TASK BRIEF — If a line below contains "dead", add it to your tally, then answer with the tally alone.

DATA —

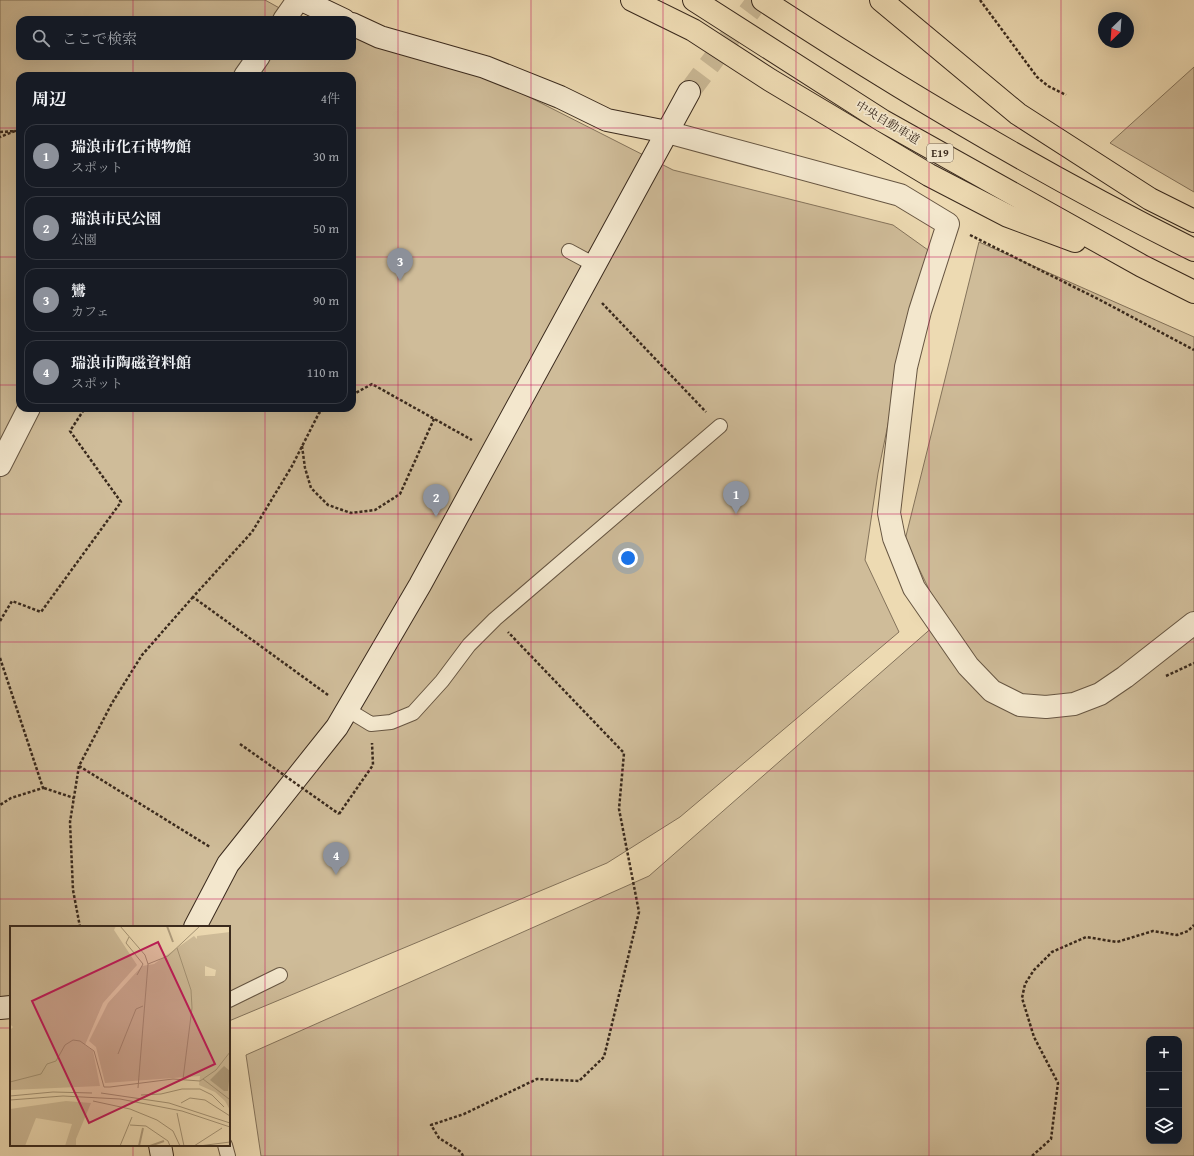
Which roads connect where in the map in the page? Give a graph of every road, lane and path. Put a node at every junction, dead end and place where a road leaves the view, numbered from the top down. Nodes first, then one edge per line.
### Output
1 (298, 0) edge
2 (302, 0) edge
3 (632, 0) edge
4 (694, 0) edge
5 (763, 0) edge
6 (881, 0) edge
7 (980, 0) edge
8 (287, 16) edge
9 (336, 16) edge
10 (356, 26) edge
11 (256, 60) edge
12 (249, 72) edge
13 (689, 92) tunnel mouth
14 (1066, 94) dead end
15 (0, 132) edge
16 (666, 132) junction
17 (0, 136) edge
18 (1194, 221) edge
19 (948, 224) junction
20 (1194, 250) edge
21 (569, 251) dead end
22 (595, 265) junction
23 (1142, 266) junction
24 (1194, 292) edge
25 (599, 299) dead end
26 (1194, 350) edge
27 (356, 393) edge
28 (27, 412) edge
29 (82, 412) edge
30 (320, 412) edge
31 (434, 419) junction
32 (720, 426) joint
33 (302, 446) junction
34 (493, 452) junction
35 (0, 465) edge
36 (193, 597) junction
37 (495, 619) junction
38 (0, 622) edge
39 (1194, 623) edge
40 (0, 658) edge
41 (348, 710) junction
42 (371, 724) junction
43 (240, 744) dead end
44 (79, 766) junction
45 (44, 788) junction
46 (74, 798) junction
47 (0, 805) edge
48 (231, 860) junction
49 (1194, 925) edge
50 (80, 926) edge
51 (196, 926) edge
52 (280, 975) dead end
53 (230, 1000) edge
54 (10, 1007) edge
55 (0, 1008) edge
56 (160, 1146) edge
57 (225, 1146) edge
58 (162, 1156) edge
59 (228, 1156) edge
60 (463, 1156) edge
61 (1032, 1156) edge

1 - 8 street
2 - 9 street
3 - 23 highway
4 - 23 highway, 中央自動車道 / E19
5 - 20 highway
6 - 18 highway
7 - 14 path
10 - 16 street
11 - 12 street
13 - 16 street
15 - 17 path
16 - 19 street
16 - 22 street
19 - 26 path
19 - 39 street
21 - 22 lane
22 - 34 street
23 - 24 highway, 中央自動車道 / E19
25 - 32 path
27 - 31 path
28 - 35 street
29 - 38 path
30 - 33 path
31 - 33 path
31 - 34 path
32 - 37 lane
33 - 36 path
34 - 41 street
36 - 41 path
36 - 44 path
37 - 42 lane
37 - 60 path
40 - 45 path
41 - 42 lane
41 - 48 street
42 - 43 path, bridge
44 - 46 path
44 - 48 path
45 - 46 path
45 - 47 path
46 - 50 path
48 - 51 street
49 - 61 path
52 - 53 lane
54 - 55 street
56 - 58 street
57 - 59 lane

OUTPUT BELOW — 6